**Task details:** The line with "pinky mcp: (1010, 315)", the line with "wrist: (969, 389)", and all lines between them in the material below: return these exactly, and no others.
Segment Open
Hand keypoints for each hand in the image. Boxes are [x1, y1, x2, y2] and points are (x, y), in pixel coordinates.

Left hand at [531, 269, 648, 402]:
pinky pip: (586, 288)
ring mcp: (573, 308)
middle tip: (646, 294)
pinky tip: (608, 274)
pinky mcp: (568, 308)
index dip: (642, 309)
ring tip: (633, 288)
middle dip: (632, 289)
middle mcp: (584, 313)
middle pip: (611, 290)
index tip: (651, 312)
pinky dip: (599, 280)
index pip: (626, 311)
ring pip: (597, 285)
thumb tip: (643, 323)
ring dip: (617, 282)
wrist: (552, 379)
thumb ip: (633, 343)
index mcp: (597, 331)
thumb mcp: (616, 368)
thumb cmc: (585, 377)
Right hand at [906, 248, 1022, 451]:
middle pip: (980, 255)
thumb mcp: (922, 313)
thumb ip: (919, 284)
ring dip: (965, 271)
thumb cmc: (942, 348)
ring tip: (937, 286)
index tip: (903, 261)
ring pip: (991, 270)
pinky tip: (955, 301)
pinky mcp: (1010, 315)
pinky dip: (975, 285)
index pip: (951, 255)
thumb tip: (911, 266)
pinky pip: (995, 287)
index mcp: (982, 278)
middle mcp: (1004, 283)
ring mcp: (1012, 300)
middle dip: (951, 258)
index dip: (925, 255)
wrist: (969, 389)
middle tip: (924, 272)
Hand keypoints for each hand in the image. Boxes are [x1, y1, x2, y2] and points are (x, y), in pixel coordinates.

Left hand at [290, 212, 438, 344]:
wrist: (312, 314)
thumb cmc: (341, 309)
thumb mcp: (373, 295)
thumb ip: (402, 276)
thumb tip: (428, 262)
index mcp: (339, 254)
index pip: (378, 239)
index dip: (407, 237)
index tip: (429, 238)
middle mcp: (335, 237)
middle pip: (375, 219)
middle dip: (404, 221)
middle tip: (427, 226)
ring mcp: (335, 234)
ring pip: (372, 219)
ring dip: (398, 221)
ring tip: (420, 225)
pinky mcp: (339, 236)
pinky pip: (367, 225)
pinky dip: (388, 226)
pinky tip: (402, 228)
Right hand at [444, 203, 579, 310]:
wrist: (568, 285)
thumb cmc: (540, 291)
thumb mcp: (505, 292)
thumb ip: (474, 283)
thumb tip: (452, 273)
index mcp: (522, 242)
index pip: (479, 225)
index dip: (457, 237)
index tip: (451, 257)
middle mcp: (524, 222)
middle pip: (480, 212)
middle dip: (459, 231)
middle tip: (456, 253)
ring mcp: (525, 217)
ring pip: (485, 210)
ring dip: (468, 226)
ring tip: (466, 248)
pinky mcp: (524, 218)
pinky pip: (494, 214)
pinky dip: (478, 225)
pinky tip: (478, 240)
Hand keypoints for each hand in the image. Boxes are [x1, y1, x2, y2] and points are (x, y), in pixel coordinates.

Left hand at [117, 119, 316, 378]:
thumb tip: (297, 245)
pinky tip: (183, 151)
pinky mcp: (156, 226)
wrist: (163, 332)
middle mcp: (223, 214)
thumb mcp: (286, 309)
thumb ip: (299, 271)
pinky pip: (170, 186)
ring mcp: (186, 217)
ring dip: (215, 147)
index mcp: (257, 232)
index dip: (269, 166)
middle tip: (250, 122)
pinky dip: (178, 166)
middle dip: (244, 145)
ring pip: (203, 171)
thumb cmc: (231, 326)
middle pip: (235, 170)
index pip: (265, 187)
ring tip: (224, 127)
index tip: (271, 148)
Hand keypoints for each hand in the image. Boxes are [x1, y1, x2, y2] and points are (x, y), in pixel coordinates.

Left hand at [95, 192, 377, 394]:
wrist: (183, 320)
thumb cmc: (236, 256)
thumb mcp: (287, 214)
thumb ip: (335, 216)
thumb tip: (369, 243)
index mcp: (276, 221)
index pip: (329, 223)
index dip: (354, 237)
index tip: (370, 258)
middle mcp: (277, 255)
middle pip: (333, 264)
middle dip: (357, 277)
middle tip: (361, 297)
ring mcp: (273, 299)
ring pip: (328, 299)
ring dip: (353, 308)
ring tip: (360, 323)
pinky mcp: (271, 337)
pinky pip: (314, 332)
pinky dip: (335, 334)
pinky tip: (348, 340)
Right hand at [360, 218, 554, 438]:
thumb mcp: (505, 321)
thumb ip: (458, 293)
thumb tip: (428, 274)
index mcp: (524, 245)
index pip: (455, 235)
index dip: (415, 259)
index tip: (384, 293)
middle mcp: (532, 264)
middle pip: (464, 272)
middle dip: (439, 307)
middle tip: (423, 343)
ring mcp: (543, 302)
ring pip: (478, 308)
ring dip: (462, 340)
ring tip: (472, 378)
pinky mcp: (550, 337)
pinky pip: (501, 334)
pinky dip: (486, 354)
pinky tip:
Segment Closed
**Result of this exercise:**
pinky mcp: (1010, 315)
pinky dip: (975, 285)
index pip: (951, 255)
thumb tip: (911, 266)
pinky pip: (995, 287)
index mcp: (982, 278)
middle mcp: (1004, 283)
ring mcp: (1012, 300)
middle dip: (951, 258)
index dip: (925, 255)
wrist: (969, 389)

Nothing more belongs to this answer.